_Task prompt_
Repeat the data. Keep each line identical.

_Supplied entries_
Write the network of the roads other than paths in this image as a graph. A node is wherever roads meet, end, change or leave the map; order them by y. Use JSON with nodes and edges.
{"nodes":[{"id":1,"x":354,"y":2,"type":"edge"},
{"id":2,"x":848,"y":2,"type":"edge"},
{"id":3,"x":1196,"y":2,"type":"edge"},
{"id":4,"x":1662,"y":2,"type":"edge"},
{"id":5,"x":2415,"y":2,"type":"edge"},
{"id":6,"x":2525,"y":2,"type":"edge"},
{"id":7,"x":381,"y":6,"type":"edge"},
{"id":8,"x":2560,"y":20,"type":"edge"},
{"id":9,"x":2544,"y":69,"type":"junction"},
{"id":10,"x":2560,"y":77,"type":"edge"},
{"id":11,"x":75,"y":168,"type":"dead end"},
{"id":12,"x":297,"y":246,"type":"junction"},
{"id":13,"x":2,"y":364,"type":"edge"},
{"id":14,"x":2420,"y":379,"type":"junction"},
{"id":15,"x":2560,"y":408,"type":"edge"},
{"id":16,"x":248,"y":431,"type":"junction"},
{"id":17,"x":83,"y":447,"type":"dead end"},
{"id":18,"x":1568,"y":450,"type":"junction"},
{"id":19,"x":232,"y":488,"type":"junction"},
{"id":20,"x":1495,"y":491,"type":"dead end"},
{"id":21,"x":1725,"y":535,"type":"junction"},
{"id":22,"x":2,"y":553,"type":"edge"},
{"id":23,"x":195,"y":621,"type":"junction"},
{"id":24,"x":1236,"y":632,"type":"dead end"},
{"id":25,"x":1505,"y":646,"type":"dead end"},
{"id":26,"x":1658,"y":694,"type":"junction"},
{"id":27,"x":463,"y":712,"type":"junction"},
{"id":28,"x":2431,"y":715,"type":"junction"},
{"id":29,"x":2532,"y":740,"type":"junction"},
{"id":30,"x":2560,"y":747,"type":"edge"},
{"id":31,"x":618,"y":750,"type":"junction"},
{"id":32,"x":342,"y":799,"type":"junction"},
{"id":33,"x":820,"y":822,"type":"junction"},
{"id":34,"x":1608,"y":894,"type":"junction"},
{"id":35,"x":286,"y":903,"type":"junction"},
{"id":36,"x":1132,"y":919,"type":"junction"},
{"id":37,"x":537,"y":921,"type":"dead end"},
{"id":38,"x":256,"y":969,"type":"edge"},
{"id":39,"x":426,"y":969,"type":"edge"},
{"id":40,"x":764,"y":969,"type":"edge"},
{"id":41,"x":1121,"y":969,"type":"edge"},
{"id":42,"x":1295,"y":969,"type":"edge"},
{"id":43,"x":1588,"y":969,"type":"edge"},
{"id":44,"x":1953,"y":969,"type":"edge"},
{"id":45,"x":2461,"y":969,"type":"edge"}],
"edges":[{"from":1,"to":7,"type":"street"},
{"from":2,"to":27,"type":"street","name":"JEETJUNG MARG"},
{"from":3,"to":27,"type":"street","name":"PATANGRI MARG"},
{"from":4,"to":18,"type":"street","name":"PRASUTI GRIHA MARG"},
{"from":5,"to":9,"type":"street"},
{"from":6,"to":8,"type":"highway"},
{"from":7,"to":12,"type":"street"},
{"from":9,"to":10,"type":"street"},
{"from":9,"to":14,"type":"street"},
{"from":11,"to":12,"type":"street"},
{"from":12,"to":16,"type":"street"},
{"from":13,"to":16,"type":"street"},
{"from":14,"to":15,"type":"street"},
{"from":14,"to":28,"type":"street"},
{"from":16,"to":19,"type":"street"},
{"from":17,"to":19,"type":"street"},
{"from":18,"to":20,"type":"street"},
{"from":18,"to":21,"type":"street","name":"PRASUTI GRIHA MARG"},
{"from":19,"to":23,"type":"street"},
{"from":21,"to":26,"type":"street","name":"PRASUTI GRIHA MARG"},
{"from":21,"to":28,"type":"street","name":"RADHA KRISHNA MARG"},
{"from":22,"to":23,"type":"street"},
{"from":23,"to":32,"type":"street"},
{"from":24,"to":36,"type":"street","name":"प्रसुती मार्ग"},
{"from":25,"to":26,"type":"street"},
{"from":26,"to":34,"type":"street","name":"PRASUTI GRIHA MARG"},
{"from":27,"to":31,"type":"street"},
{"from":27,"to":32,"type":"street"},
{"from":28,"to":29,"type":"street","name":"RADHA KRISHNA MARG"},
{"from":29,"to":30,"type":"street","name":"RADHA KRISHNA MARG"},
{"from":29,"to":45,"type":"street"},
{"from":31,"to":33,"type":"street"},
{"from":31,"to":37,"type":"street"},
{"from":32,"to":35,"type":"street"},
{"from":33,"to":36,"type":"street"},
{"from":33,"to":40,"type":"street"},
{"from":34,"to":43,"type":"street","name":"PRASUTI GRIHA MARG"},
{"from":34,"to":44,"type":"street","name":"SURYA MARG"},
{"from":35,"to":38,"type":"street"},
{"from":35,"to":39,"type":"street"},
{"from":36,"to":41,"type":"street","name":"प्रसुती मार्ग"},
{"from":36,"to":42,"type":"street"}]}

_Exercise solution_
Write the network of the roads other than paths in this image as a graph. A node is wherever roads meet, end, change or leave the map; order them by y. Use JSON with nodes and edges.
{"nodes":[{"id":1,"x":354,"y":2,"type":"edge"},
{"id":2,"x":848,"y":2,"type":"edge"},
{"id":3,"x":1196,"y":2,"type":"edge"},
{"id":4,"x":1662,"y":2,"type":"edge"},
{"id":5,"x":2415,"y":2,"type":"edge"},
{"id":6,"x":2525,"y":2,"type":"edge"},
{"id":7,"x":381,"y":6,"type":"edge"},
{"id":8,"x":2560,"y":20,"type":"edge"},
{"id":9,"x":2544,"y":69,"type":"junction"},
{"id":10,"x":2560,"y":77,"type":"edge"},
{"id":11,"x":75,"y":168,"type":"dead end"},
{"id":12,"x":297,"y":246,"type":"junction"},
{"id":13,"x":2,"y":364,"type":"edge"},
{"id":14,"x":2420,"y":379,"type":"junction"},
{"id":15,"x":2560,"y":408,"type":"edge"},
{"id":16,"x":248,"y":431,"type":"junction"},
{"id":17,"x":83,"y":447,"type":"dead end"},
{"id":18,"x":1568,"y":450,"type":"junction"},
{"id":19,"x":232,"y":488,"type":"junction"},
{"id":20,"x":1495,"y":491,"type":"dead end"},
{"id":21,"x":1725,"y":535,"type":"junction"},
{"id":22,"x":2,"y":553,"type":"edge"},
{"id":23,"x":195,"y":621,"type":"junction"},
{"id":24,"x":1236,"y":632,"type":"dead end"},
{"id":25,"x":1505,"y":646,"type":"dead end"},
{"id":26,"x":1658,"y":694,"type":"junction"},
{"id":27,"x":463,"y":712,"type":"junction"},
{"id":28,"x":2431,"y":715,"type":"junction"},
{"id":29,"x":2532,"y":740,"type":"junction"},
{"id":30,"x":2560,"y":747,"type":"edge"},
{"id":31,"x":618,"y":750,"type":"junction"},
{"id":32,"x":342,"y":799,"type":"junction"},
{"id":33,"x":820,"y":822,"type":"junction"},
{"id":34,"x":1608,"y":894,"type":"junction"},
{"id":35,"x":286,"y":903,"type":"junction"},
{"id":36,"x":1132,"y":919,"type":"junction"},
{"id":37,"x":537,"y":921,"type":"dead end"},
{"id":38,"x":256,"y":969,"type":"edge"},
{"id":39,"x":426,"y":969,"type":"edge"},
{"id":40,"x":764,"y":969,"type":"edge"},
{"id":41,"x":1121,"y":969,"type":"edge"},
{"id":42,"x":1295,"y":969,"type":"edge"},
{"id":43,"x":1588,"y":969,"type":"edge"},
{"id":44,"x":1953,"y":969,"type":"edge"},
{"id":45,"x":2461,"y":969,"type":"edge"}],
"edges":[{"from":1,"to":7,"type":"street"},
{"from":2,"to":27,"type":"street","name":"JEETJUNG MARG"},
{"from":3,"to":27,"type":"street","name":"PATANGRI MARG"},
{"from":4,"to":18,"type":"street","name":"PRASUTI GRIHA MARG"},
{"from":5,"to":9,"type":"street"},
{"from":6,"to":8,"type":"highway"},
{"from":7,"to":12,"type":"street"},
{"from":9,"to":10,"type":"street"},
{"from":9,"to":14,"type":"street"},
{"from":11,"to":12,"type":"street"},
{"from":12,"to":16,"type":"street"},
{"from":13,"to":16,"type":"street"},
{"from":14,"to":15,"type":"street"},
{"from":14,"to":28,"type":"street"},
{"from":16,"to":19,"type":"street"},
{"from":17,"to":19,"type":"street"},
{"from":18,"to":20,"type":"street"},
{"from":18,"to":21,"type":"street","name":"PRASUTI GRIHA MARG"},
{"from":19,"to":23,"type":"street"},
{"from":21,"to":26,"type":"street","name":"PRASUTI GRIHA MARG"},
{"from":21,"to":28,"type":"street","name":"RADHA KRISHNA MARG"},
{"from":22,"to":23,"type":"street"},
{"from":23,"to":32,"type":"street"},
{"from":24,"to":36,"type":"street","name":"प्रसुती मार्ग"},
{"from":25,"to":26,"type":"street"},
{"from":26,"to":34,"type":"street","name":"PRASUTI GRIHA MARG"},
{"from":27,"to":31,"type":"street"},
{"from":27,"to":32,"type":"street"},
{"from":28,"to":29,"type":"street","name":"RADHA KRISHNA MARG"},
{"from":29,"to":30,"type":"street","name":"RADHA KRISHNA MARG"},
{"from":29,"to":45,"type":"street"},
{"from":31,"to":33,"type":"street"},
{"from":31,"to":37,"type":"street"},
{"from":32,"to":35,"type":"street"},
{"from":33,"to":36,"type":"street"},
{"from":33,"to":40,"type":"street"},
{"from":34,"to":43,"type":"street","name":"PRASUTI GRIHA MARG"},
{"from":34,"to":44,"type":"street","name":"SURYA MARG"},
{"from":35,"to":38,"type":"street"},
{"from":35,"to":39,"type":"street"},
{"from":36,"to":41,"type":"street","name":"प्रसुती मार्ग"},
{"from":36,"to":42,"type":"street"}]}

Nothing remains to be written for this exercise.